The pipeline stages described above are written in C / C ++ and are designed as a Python module. For general reasons, I wanted to make the work of all these stages quick in order to avoid unpleasant delays when redrawing diagrams during pauses for text modification. To test the performance, the module was launched on the existing platform:

Intel Core i5-3210M laptop
Ubuntu 14.04 LTS

to process all files of a standard Python installation 2.7.6. With 5707 files, processing took about 6 seconds.
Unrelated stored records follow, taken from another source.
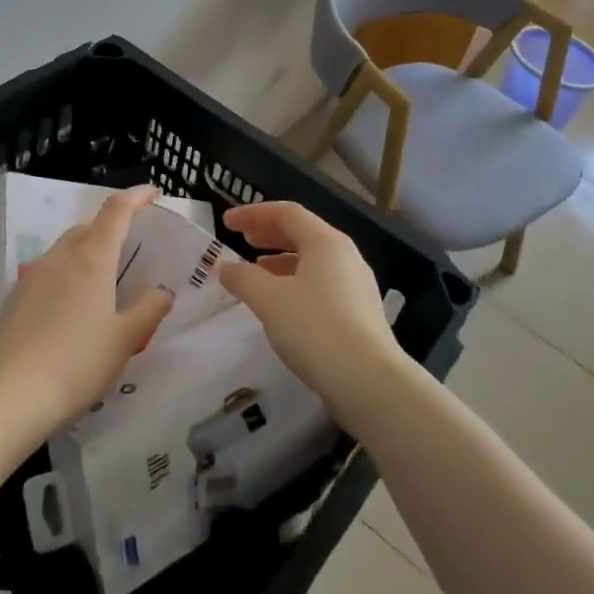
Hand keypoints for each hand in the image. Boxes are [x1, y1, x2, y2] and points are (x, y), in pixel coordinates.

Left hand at [0, 186, 171, 441]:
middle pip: (90, 225)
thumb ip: (149, 310)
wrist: (8, 398)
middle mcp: (61, 256)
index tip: (154, 193)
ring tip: (106, 272)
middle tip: (135, 240)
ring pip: (67, 246)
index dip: (137, 196)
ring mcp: (33, 275)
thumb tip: (163, 292)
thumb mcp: (124, 341)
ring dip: (89, 247)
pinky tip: (73, 302)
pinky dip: (69, 270)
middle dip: (114, 224)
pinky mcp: (15, 297)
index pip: (116, 211)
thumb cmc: (76, 365)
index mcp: (92, 259)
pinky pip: (50, 269)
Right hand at [219, 202, 410, 427]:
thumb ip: (243, 278)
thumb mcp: (269, 300)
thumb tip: (225, 267)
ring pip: (313, 260)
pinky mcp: (359, 312)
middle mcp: (345, 255)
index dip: (253, 213)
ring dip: (280, 260)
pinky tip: (281, 304)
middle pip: (302, 233)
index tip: (227, 221)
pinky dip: (295, 283)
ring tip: (256, 272)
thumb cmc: (314, 328)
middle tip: (241, 239)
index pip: (286, 212)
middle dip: (268, 233)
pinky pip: (321, 284)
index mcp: (326, 242)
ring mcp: (356, 284)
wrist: (368, 381)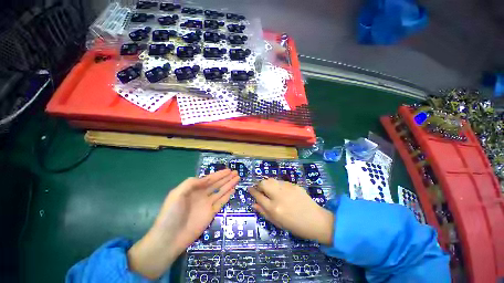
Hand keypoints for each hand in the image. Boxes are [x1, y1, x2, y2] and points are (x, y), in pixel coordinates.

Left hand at [128, 169, 238, 278]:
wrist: (169, 239)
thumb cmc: (171, 214)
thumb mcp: (177, 194)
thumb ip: (191, 183)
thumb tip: (206, 179)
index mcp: (193, 189)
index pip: (209, 179)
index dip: (219, 174)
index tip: (228, 170)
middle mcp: (201, 195)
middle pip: (217, 184)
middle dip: (226, 178)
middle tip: (236, 172)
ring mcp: (207, 204)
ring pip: (221, 191)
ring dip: (229, 184)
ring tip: (237, 178)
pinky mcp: (211, 214)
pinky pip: (221, 202)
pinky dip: (227, 196)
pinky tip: (233, 190)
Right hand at [249, 178, 333, 244]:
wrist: (316, 220)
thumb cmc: (295, 226)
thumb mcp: (277, 223)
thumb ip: (264, 213)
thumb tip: (254, 204)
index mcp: (274, 208)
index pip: (258, 196)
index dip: (252, 191)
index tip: (249, 189)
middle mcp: (279, 196)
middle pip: (263, 183)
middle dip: (259, 184)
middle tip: (260, 189)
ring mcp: (287, 188)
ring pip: (272, 180)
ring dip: (268, 184)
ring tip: (270, 189)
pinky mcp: (293, 185)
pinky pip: (281, 182)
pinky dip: (277, 185)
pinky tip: (282, 191)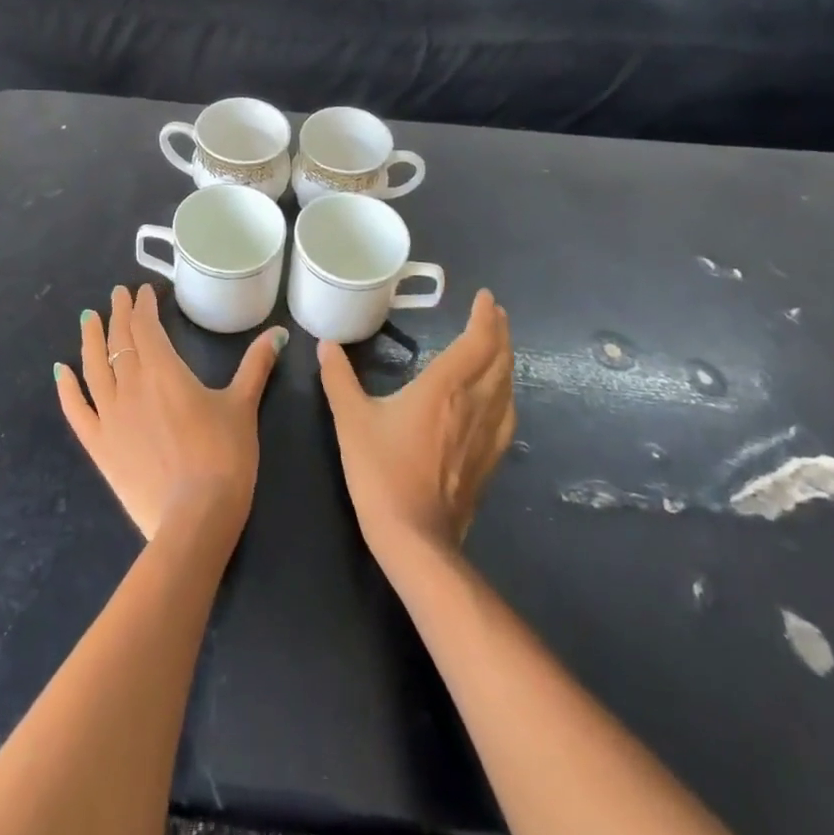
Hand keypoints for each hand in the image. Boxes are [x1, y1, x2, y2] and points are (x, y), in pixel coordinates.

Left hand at [56, 285, 286, 542]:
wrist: (196, 516)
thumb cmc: (224, 456)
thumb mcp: (243, 406)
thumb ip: (256, 365)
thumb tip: (278, 333)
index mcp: (164, 370)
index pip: (146, 326)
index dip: (143, 305)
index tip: (143, 292)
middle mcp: (130, 384)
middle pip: (120, 340)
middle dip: (119, 314)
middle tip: (117, 295)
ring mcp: (109, 415)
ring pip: (93, 367)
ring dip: (90, 339)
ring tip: (87, 318)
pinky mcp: (98, 446)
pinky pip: (76, 410)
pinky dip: (67, 388)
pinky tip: (60, 370)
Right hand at [318, 289, 514, 557]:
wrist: (414, 536)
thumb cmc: (380, 470)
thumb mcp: (351, 419)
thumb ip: (338, 378)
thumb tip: (325, 344)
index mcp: (444, 387)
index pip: (477, 341)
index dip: (485, 316)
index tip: (486, 298)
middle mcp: (474, 403)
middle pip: (499, 359)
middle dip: (499, 332)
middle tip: (493, 314)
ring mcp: (487, 433)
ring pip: (508, 385)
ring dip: (505, 359)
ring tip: (497, 346)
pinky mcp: (490, 458)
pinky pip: (506, 412)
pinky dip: (506, 391)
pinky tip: (498, 397)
Of course, the files have different sizes and the module’s operating time depends on it, but the average result of about 1 millisecond per file is not on the fastest equipment, it seems to me more than acceptable. In practice, the text that needs to be processed is most often already stored in memory and the time of disk operations is completely gone, which also positively affects performance.

Placement on a virtual canvas

The purpose of this stage of the pipeline is to place all the necessary elements on a virtual canvas, taking into account the interconnections between them. A virtual canvas can be imagined as a canvas with rectangular cells. The cell may be empty, may contain one graphic element or a nested virtual canvas. At this stage, only the relative positioning of the elements is important, not the exact dimensions.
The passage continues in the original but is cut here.